# EXERCISE OBJECTIVE
Your answer should consist of the lines below that hold the word "Digitize".

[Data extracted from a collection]
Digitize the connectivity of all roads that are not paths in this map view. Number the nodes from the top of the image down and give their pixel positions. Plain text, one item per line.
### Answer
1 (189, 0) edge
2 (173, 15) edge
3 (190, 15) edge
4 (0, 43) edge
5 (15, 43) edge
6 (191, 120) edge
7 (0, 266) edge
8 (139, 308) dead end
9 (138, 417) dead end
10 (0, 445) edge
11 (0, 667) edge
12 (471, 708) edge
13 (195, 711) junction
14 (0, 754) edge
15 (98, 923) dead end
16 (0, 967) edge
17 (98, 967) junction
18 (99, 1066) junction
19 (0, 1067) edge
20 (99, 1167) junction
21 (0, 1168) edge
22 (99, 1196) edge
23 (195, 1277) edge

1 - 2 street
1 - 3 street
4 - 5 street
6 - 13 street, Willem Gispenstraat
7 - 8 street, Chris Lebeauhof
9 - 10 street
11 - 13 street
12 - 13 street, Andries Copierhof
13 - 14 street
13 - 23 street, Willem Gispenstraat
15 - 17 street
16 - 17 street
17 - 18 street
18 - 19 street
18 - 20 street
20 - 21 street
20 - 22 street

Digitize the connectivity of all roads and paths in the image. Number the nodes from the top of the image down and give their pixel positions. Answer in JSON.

==

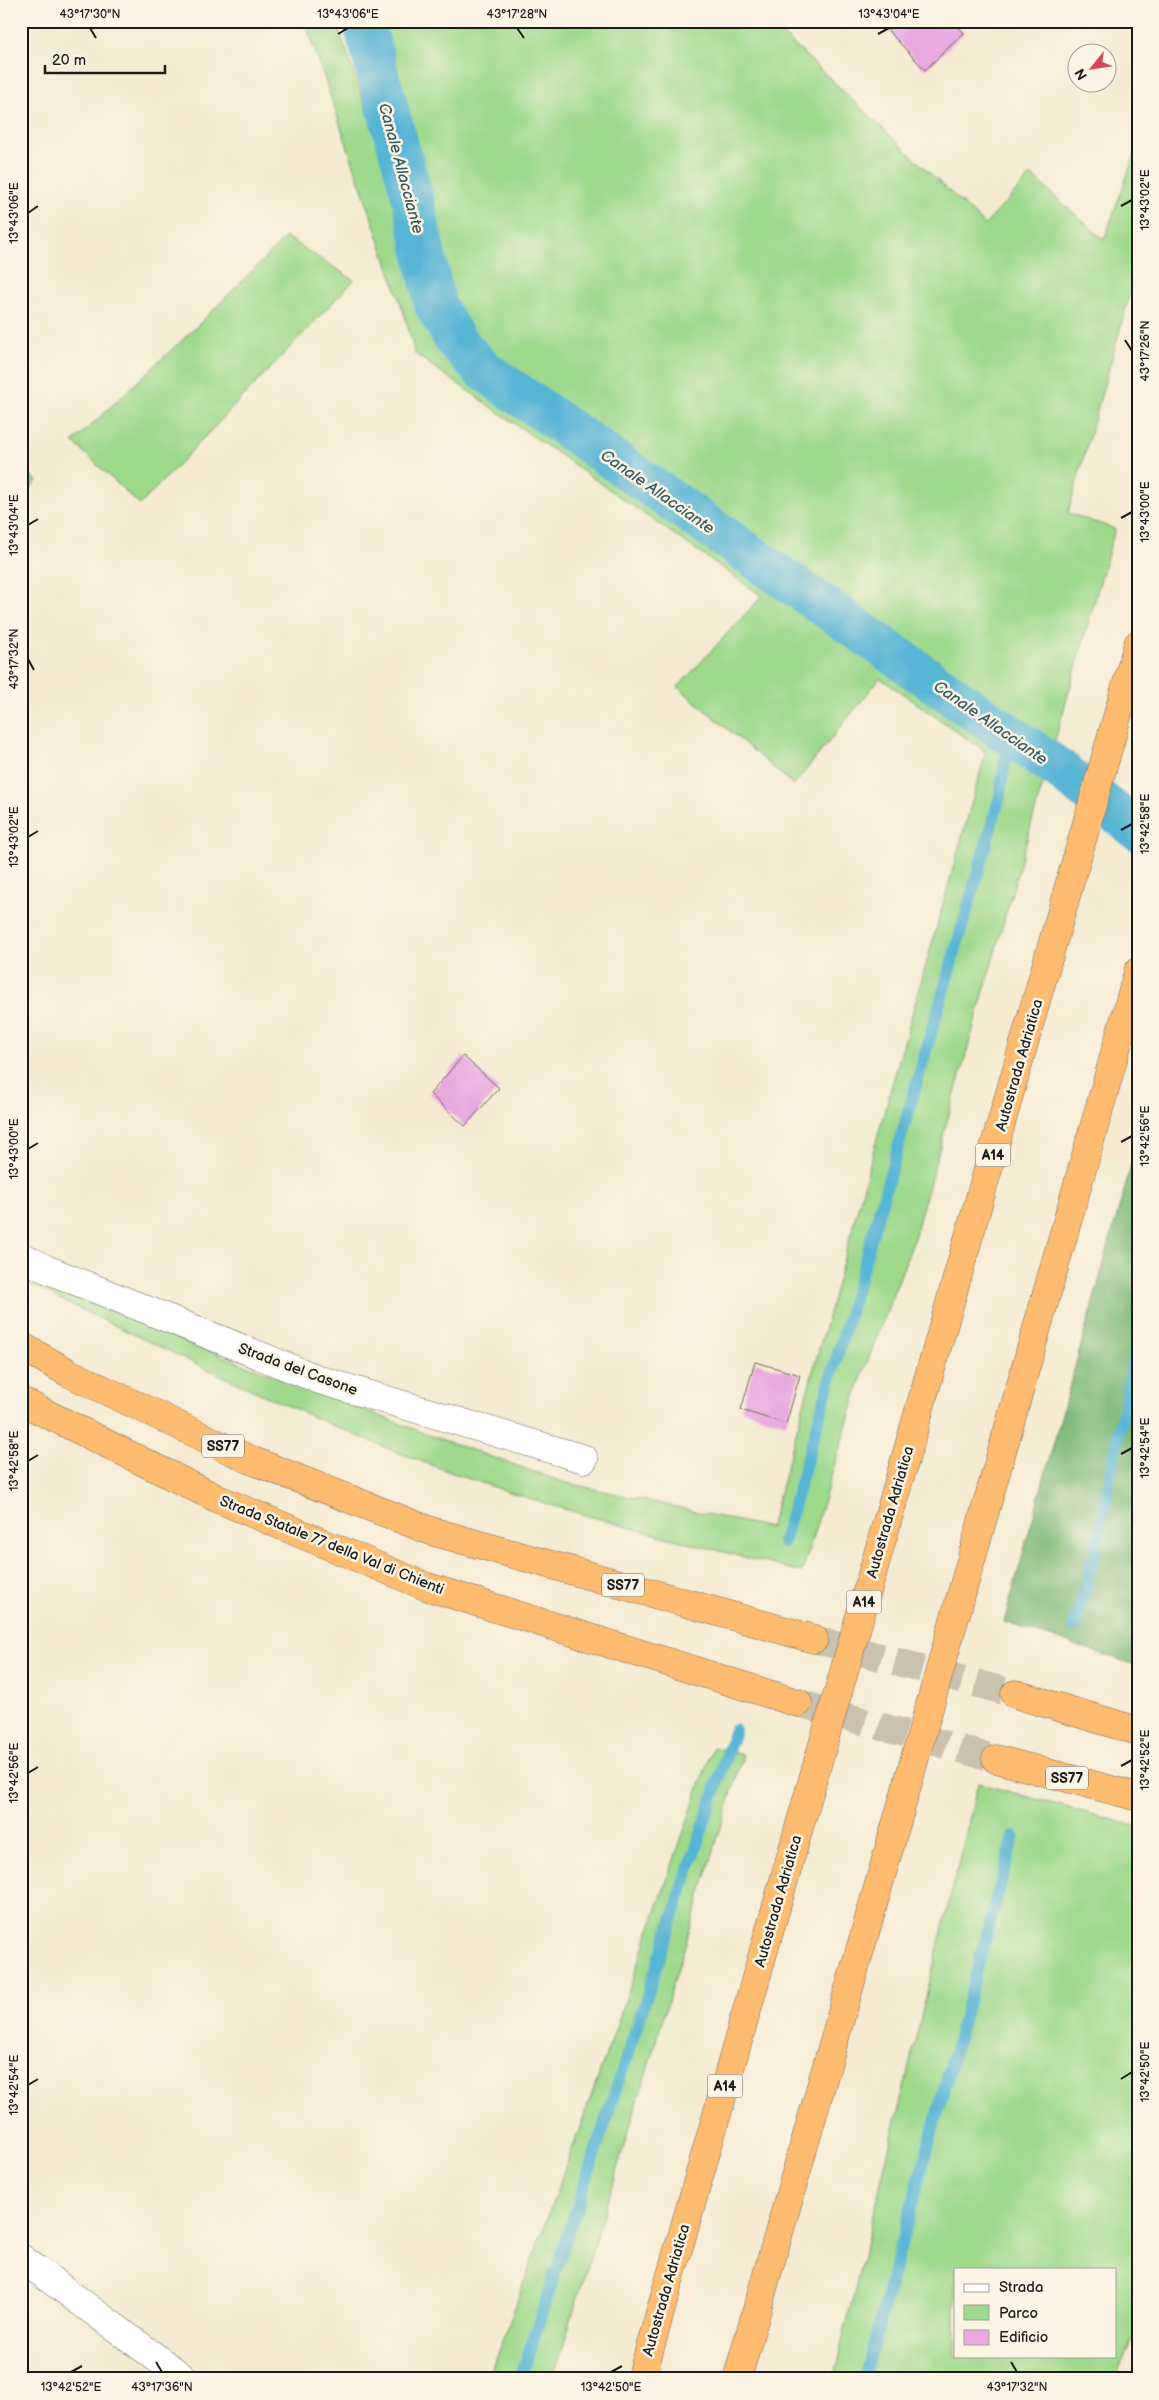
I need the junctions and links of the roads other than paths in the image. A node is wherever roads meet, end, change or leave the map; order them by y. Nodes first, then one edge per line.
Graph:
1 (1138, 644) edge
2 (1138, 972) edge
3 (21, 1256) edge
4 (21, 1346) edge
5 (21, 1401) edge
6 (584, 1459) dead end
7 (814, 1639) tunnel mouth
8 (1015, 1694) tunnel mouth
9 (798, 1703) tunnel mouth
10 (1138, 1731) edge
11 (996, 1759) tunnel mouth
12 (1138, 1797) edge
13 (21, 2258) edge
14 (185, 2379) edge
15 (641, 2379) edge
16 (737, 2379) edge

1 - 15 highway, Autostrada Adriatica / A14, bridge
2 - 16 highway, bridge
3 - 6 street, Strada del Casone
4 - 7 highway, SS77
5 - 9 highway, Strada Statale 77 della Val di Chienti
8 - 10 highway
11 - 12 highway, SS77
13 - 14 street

# TASK SOLUTION
Digitize the connectivity of all roads that are not paths in this map view. Number the nodes from the top of the image down and give their pixel positions. Plain text, one item per line.
Digitize the connectivity of all roads and paths in the image. Number the nodes from the top of the image down and give their pixel positions. Answer in JSON.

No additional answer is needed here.